KEMPTVILLE — It would likely seem fitting to many Eastern Ontario farmers that the last Kemptville College graduation ceremony would include a swipe at the government that allowed its closure.
But the address didn’t focus on the fate of the 98-year-old institution but on the province’s weakness for politics over science leading to a ban on the most popular corn and soybean seeds in North America.
Saying that insecticide-treated corn and soybean seeds — known as neonicotinoids — are killing honeybees, the province is proposing an 80 % reduction in neonic-use by 2017. The Grain Farmers of Ontario calls this emotions over science.
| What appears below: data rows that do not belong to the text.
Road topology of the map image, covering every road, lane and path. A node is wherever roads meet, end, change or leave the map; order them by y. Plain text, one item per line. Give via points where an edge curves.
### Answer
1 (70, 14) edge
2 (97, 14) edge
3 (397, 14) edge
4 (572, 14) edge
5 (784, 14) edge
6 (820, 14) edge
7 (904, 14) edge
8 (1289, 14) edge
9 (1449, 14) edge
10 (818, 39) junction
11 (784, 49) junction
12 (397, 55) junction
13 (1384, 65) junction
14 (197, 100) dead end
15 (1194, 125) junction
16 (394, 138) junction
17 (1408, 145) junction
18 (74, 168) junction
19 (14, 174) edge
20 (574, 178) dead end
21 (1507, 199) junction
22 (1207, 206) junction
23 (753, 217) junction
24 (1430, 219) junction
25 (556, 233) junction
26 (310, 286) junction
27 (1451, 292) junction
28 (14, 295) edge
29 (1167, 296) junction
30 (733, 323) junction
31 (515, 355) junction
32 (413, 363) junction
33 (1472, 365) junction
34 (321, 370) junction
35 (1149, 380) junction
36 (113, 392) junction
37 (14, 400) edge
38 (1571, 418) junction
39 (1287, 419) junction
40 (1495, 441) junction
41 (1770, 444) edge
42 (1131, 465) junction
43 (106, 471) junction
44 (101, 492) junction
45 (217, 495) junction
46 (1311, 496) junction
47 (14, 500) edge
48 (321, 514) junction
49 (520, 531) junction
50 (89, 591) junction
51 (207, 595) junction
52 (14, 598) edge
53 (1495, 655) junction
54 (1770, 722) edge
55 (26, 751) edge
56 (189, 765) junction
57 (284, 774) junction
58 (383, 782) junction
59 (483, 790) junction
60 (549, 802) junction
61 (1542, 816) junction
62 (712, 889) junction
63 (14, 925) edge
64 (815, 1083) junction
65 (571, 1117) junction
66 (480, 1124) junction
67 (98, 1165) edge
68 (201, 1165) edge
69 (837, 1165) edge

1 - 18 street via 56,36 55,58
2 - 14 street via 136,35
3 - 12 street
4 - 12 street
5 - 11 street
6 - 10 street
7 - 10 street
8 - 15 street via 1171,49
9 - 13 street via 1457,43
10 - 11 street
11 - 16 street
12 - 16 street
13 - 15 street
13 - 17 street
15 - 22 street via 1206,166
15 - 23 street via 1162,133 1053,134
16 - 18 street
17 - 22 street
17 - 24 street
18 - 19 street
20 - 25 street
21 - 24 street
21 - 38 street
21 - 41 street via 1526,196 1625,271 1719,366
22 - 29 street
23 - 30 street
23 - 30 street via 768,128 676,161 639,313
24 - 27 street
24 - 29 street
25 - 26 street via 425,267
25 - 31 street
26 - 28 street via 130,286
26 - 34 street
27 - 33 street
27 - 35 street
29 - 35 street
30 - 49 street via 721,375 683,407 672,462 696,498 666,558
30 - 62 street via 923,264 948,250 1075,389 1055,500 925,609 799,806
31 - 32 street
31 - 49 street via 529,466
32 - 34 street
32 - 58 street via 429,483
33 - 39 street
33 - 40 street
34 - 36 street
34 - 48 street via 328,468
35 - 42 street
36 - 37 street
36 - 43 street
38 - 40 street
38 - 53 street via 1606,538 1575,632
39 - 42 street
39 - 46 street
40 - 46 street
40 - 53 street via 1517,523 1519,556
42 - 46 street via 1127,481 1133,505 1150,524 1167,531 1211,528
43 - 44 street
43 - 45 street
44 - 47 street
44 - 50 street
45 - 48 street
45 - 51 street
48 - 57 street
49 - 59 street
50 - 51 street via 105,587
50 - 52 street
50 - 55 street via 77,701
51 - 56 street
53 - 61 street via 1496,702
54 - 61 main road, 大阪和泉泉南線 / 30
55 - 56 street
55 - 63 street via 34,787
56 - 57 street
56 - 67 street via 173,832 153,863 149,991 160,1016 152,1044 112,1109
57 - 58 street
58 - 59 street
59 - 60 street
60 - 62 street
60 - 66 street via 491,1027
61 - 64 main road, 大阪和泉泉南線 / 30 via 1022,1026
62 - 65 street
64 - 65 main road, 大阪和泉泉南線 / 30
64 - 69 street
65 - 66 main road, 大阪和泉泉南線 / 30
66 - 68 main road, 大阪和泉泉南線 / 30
“The competition agriculture faces today is far different from that which my father faced in 1940 or what I faced in 1980 after graduating from Kemptville,” said Howard Mains, who went on to get a master of business administration and is now the co-president of TACTIX, an Ottawa-based consultancy group for clients dealing with government decision makers. “Agriculture faces a battle for political understanding and support.”
Rural Ontario has lost the debate to well-organized, well-funded urban interest groups, he said.
“We are seeing this competition for political support play out here in Ontario in the debate over pollinators and the use of neonicotinoid seed treatments. Ontario’s regulatory decision is based on the weight of political evidence — the 50,000 Ontario residents who petitioned for the ban — not the scientific evidence.”
The province argues that the so-called neonics are killing honeybees. Farming organizations say studies don’t prove that.
“Those of us in farm and industry groups called on the government to base its decision on the weight of scientific evidence,” Mains said. “But our voices were lost to the clashing of cymbals by a politically valuable constituency.”
In Mains’ “call to action” he told the graduating students to rethink how agriculture can gain broader community support amidst many competing interests.